▶ Work instruction
Would you print the entire listing exactly, leaving nothing out?

▶ Data provided
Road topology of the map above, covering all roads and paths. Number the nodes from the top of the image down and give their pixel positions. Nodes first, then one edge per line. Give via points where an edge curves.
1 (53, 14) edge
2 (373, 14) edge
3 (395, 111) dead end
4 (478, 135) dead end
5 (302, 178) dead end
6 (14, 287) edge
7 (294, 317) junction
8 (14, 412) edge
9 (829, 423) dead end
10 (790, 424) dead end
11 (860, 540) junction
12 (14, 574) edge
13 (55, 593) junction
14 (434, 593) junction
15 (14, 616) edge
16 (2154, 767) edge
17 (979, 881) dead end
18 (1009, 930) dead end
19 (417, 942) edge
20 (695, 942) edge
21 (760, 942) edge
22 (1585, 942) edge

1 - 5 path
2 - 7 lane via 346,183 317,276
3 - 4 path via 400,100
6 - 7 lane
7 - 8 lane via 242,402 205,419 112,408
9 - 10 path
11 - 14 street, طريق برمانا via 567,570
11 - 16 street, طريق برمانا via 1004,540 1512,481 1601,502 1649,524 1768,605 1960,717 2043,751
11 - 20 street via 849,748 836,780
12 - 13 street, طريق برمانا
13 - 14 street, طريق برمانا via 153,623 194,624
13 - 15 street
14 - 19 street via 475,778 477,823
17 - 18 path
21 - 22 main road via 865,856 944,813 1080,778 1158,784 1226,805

▶ Final answer
Road topology of the map above, covering all roads and paths. Number the nodes from the top of the image down and give their pixel positions. Nodes first, then one edge per line. Give via points where an edge curves.
1 (53, 14) edge
2 (373, 14) edge
3 (395, 111) dead end
4 (478, 135) dead end
5 (302, 178) dead end
6 (14, 287) edge
7 (294, 317) junction
8 (14, 412) edge
9 (829, 423) dead end
10 (790, 424) dead end
11 (860, 540) junction
12 (14, 574) edge
13 (55, 593) junction
14 (434, 593) junction
15 (14, 616) edge
16 (2154, 767) edge
17 (979, 881) dead end
18 (1009, 930) dead end
19 (417, 942) edge
20 (695, 942) edge
21 (760, 942) edge
22 (1585, 942) edge

1 - 5 path
2 - 7 lane via 346,183 317,276
3 - 4 path via 400,100
6 - 7 lane
7 - 8 lane via 242,402 205,419 112,408
9 - 10 path
11 - 14 street, طريق برمانا via 567,570
11 - 16 street, طريق برمانا via 1004,540 1512,481 1601,502 1649,524 1768,605 1960,717 2043,751
11 - 20 street via 849,748 836,780
12 - 13 street, طريق برمانا
13 - 14 street, طريق برمانا via 153,623 194,624
13 - 15 street
14 - 19 street via 475,778 477,823
17 - 18 path
21 - 22 main road via 865,856 944,813 1080,778 1158,784 1226,805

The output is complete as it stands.